Ya había entrado en años el siglo XIX cuando los blancos que se habían beneficiado con las independencias del cono sur pensaron en sacar ganancias de la Patagonia. Se les ocurrió llenar de ovejas la frialdad de los terrenos, pero existía un pequeño miedo.
Desde la llegada de los europeos, la franja larga de tierra que se terminó llamando Chile siempre estuvo interrumpida por el pedazo que los araucanos se habían negado a ceder. Fue una guerra sin cuartel que duró siglos y en la que el hombre blanco, si bien no hizo más que intentarlo, nunca logró ganar por las malas.
Los también llamados mapuches habían aprendido a defender su territorio con las armas de fuego que confiscaban a los agresores y con los mismos caballos en que llegaban los nacidos en Europa, bestias tenidas por divinidad, puesto que los hijos de lo que sería América nunca habían visto animal semejante.
Pero la Patagonia estaba más abajo y quienes allí vivían, aún entrado en carnes el xix, no eran mapuches o araucanos, sino onas, tehuelches, alacalufes y yaganes.
De ellos era difícil decir lo que el discurso de la conquista, de la colonia y del disfrute blanco de la independencia siempre esputó sobre araucanos o caribes, si nos vamos a la cuenca de las Antillas.
En la Patagonia el asunto resultaba distinto. Comían guanacos salvajes y mariscos. Eran buenos constructores de barcos que los movían entre fiordos e islas de temperatura antártica. Tenían flechas, redes de pesca y anzuelos. No eran gentes de andar guerreando.
Sin embargo, los impulsores del nuevo negocio seguían albergando un temor; en este caso, que los indios de acá abajo se acostumbraran a comer la carne del carnero.
Al parecer el miedo los congeló tanto que comenzaron a pagarles una libra esterlina a grupos de cazadores por cada par de orejas locales que fuesen entregadas.
Aparecieron por ahí muchos indios sin orejas, ante lo cual se puso en duda la dureza de corazón de los cazadores. No bastó con mostrar las orejas de la presa humana y, para ganarse la libra esterlina, había que llegar adonde el patrón con la cabeza o un órgano vital. También se recibió como garantía pechos de mujer y testículos.

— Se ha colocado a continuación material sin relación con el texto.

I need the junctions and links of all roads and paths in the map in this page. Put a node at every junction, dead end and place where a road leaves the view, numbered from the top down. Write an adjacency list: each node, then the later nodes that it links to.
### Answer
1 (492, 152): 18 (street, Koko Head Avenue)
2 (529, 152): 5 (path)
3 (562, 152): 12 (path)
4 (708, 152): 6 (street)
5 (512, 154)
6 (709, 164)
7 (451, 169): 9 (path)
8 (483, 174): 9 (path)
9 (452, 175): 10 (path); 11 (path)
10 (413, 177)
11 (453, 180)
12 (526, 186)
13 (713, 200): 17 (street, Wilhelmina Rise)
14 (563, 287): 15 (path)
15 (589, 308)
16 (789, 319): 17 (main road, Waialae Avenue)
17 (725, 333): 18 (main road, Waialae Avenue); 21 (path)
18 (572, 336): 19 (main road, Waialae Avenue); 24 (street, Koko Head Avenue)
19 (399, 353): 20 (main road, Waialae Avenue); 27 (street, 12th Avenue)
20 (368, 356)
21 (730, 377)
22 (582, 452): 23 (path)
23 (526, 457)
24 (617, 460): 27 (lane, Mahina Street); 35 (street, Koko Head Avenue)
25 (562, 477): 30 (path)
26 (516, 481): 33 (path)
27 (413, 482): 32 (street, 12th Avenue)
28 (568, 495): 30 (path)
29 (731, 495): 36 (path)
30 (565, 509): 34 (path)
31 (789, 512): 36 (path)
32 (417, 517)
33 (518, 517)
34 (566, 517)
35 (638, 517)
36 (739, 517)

Los patrones no tenían tiempo que perder. Había millones de ovejas por criar y el indio parecía tan peligroso para estas como lo fuera el lobo. Solo por las dudas, antes de poner ovejas, y había que ponerlas, se precisaba la seguridad de que no hubiese nativos.
Aparecieron nuevas formas: playas rodeadas por promontorios de piedra, comida gentilmente ofrecida, rociada de aguardiente, y escopeteros que al cabo de las horas aparecían desde lo alto y fusilaban a más de 400 almas amontonadas e indefensas.
Los ojos de las madres que levantaban a sus niños de brazos como súplica de piedad no quedaron en la consciencia, pero sí en el expediente de los dineros de unos cuantos apellidos que, desde entonces, comenzaron a engordar como las mansas ovejas exportadas a la Patagonia.
Así nos lo contaba Lucy Lortsch hace 50 años, bajo el mote de Ranquil, en sus Capítulos de la historia de Chile.